Features designed primarily for privacy-related transparency and control should be developed elsewhere..

Why would the W3C not want to include such approaches to Private Advertising Technology (PATs) in its work?

See above. There are venues appropriate to such measures already in existence as per their technical specifics.

I don't not want to spend my time on proposals that provide no technical guarantees.

Why would providing legal guarantees support by technical guarantees not be a good proposal to improve privacy in advertising using technology?

I'm interested in finding the best proposals and not constraining innovation by restricting proposals.

Without constraints all discussions will grow infinitely. The scope of this WG and the PAT CG are intentionally narrow.

The original idea for the creation of this group was to only focus on the technical details for advertising use cases, with an aim to actually make progress.

Now that the group has met a few times and more people joined I'm advocating to broaden that and ensure that solutions other than those that restrict data sharing are bought forward in the standards setting arena. There are already enough groups that require W3C member attention!

I have not seen any indication in our meetings or discussions that there is an interest for such an increase in scope of the CG. I have not seen any of the proposed changes to the CG charter provide language that would intend to increase scope in that way. The CG can, of course, coordinate and alert membership to proposals relevant to our interests and discussions, but that does not make it the appropriate location for such discussions.

I am also opposed to such a change.

dmarti commented 2 years ago

@AramZS I agree with your points and am also opposed to this change. There are other venues for non-technical or primarily non-technical proposals.

ekr commented 2 years ago

I also do not think that we should make this change. The focus of this group should be technical mechanisms

AramZS commented 2 years ago

@jwrosewell I am seeing fairly broad opposition against your suggested change. With the added context on scope of this WG in mind, would you be willing to drop this objection before the meeting so we can focus on other concerns?

jwrosewell commented 2 years ago

@AramZS If the group is intending to develop a specific proposal like IPA as a technical standard then I can understand why the change I propose would be resisted by engineers. IPA does not consider the roles of laws or economics. Some of the contributors have explicitly dismissed the role of laws and economics in solutions.

I consider IPA (and Topics, and the like) to be similar to the work which occurred in the Payments group. The people involved could have developed a general solution that would enable sensitive information to be shared among different parties within the web browser and which supported many use cases including payments. Instead they solved the problem specifically for the payments use case and in doing so inserted the web browser into the payments handling process when it would not otherwise needed to have been. Had I been a member of the W3C at the time the group was chartered I would have Formally Objected to the charter for this reason.

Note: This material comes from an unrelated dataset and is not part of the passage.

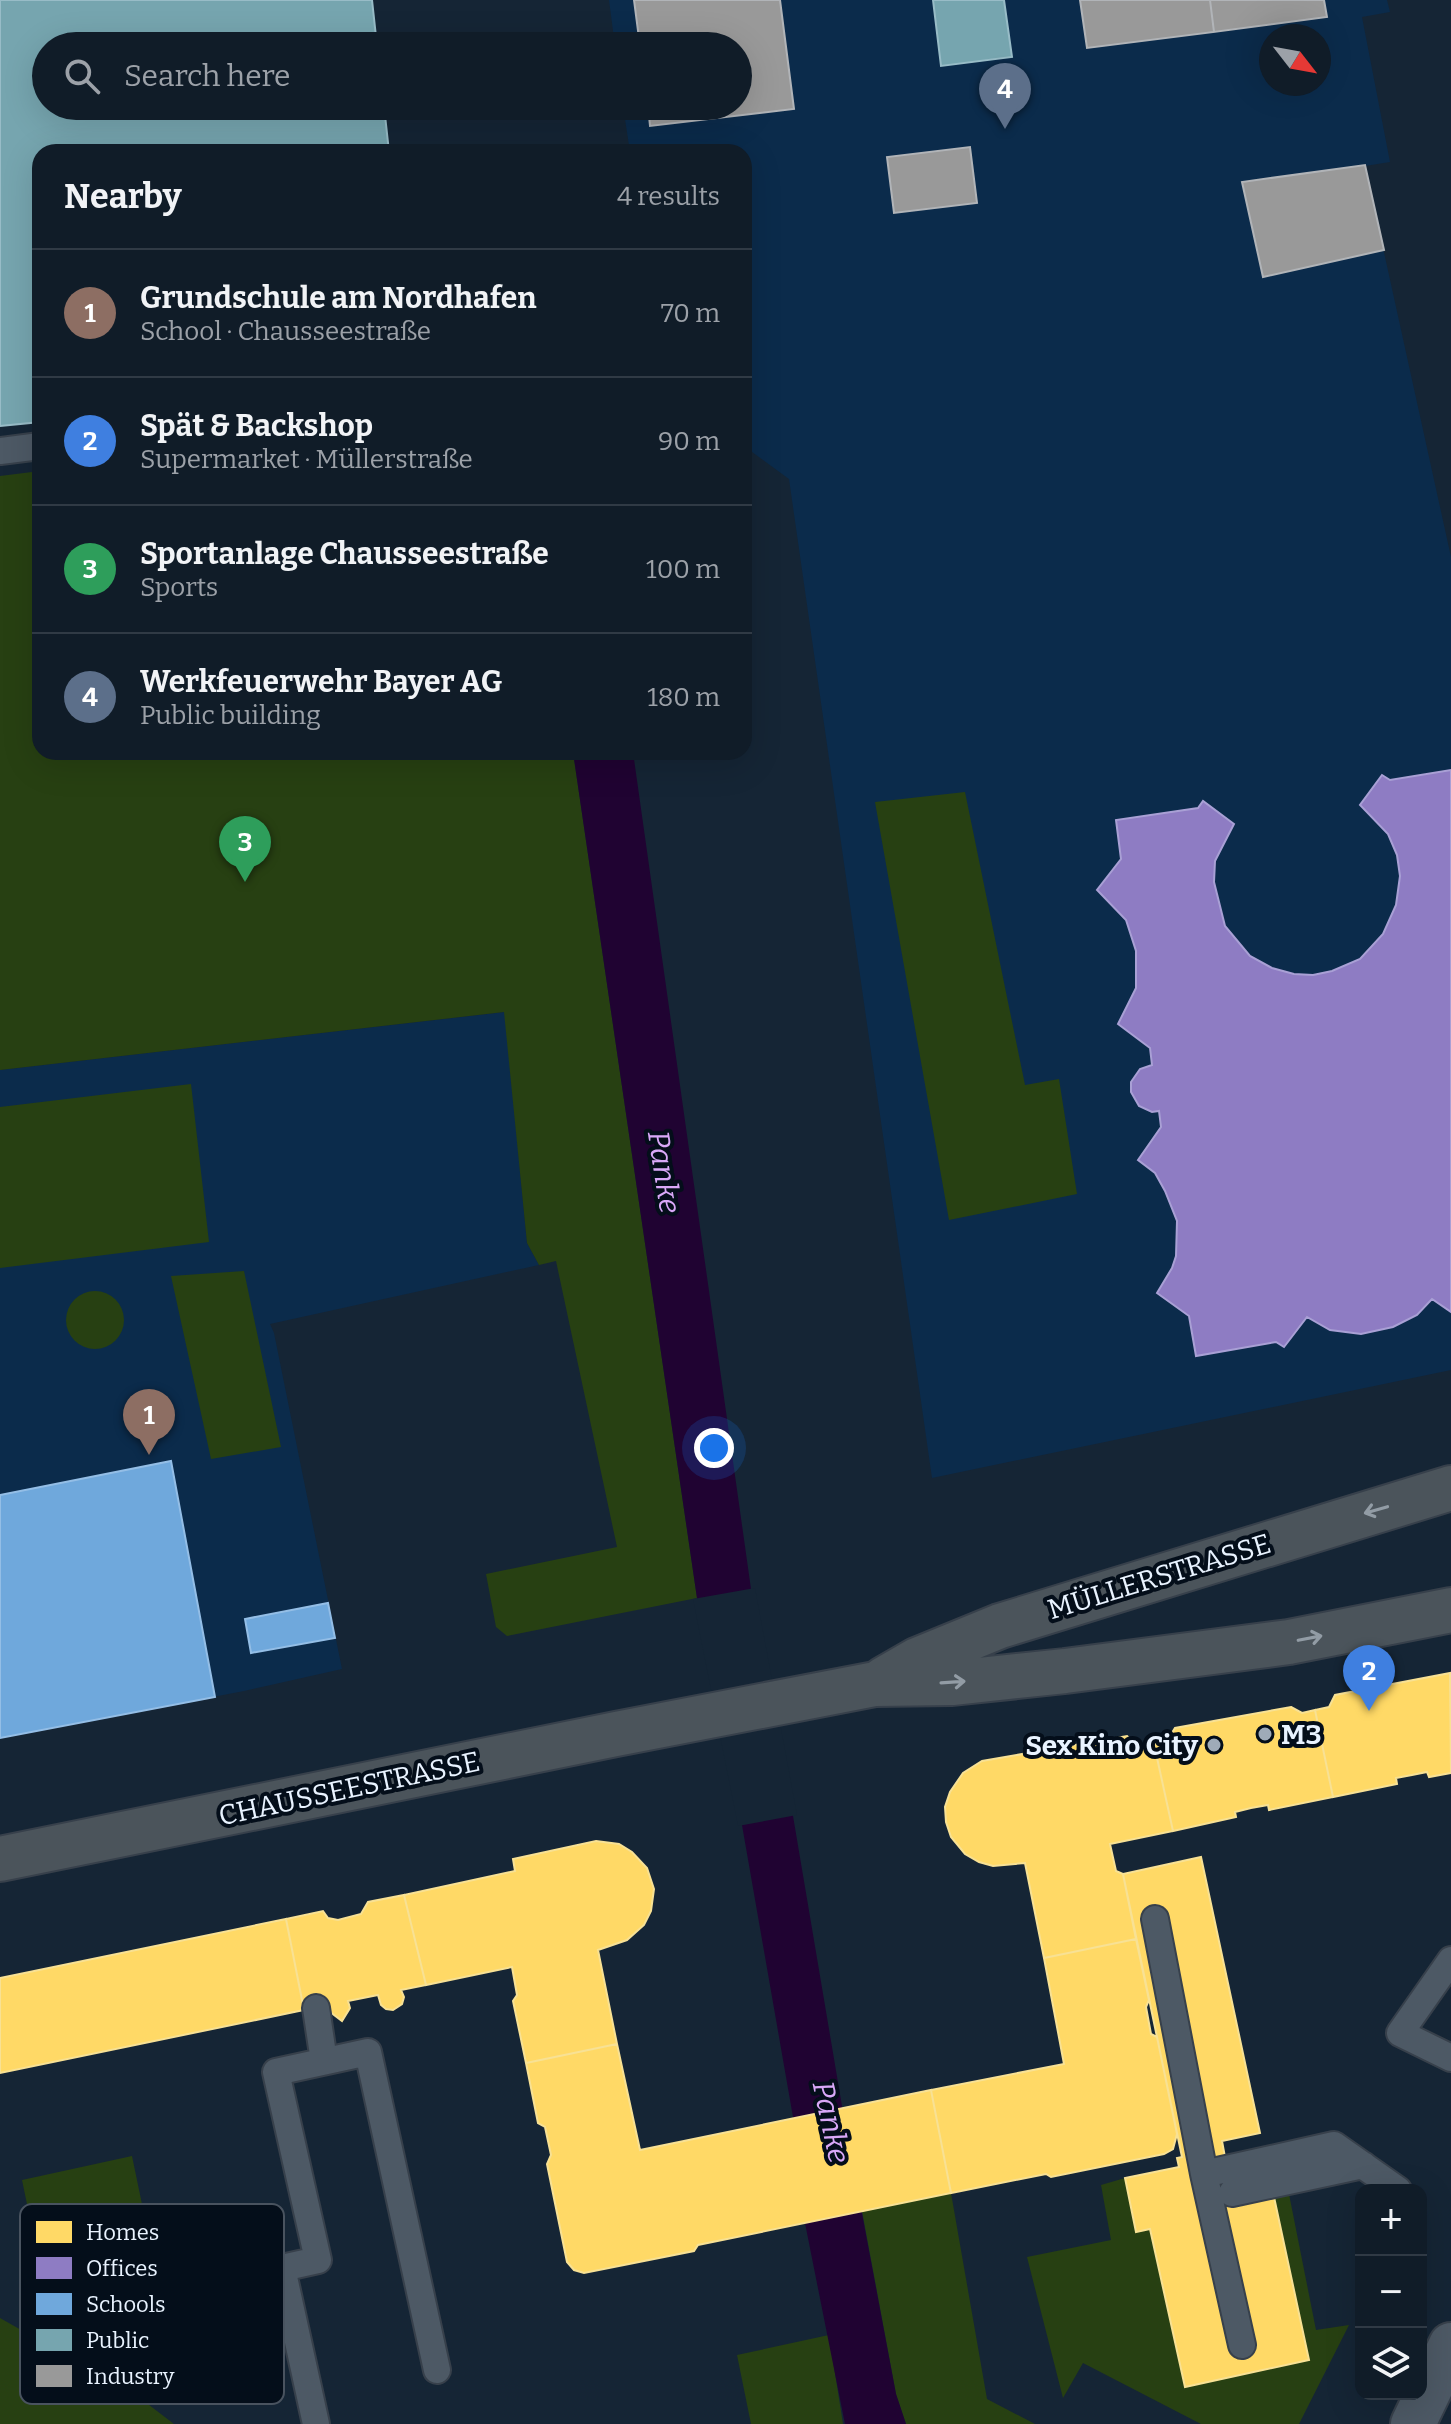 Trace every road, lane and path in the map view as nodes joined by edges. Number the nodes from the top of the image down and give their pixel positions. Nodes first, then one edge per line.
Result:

This group should work on solving the problem of privacy in advertising exploring solutions that enable the widest group of web participants to innovate not the narrowest. That will involve some element of technology, but that might be a small element in the grand solution. Therefore the group should focus on the outcomes for users of the web and participants on the web not the means with which that outcome is delivered.

ekr commented 2 years ago

If the group is intending to develop a specific proposal like IPA as a technical standard then I can understand why the change I propose would be resisted by engineers.

From my perspective, yes, this is what we are intending to do (though of course, maybe not IPA and probably multiple proposals). Fundamentally, what W3C groups are good at is publishing technical specifications. These have to of course be informed by market and legal realities, but in my experience straying too far out of specifying technical behavior does not work out well (see, for instance, DNT).

jaylett-annalect commented 2 years ago

Working on technologies that can be added to the web platform neither precludes other organisations, likely better suited to the task, from looking at systems and solutions that have significant non-technical components; nor stops both legal and economic factors from determining the ultimate adoption and use of any output of the WG.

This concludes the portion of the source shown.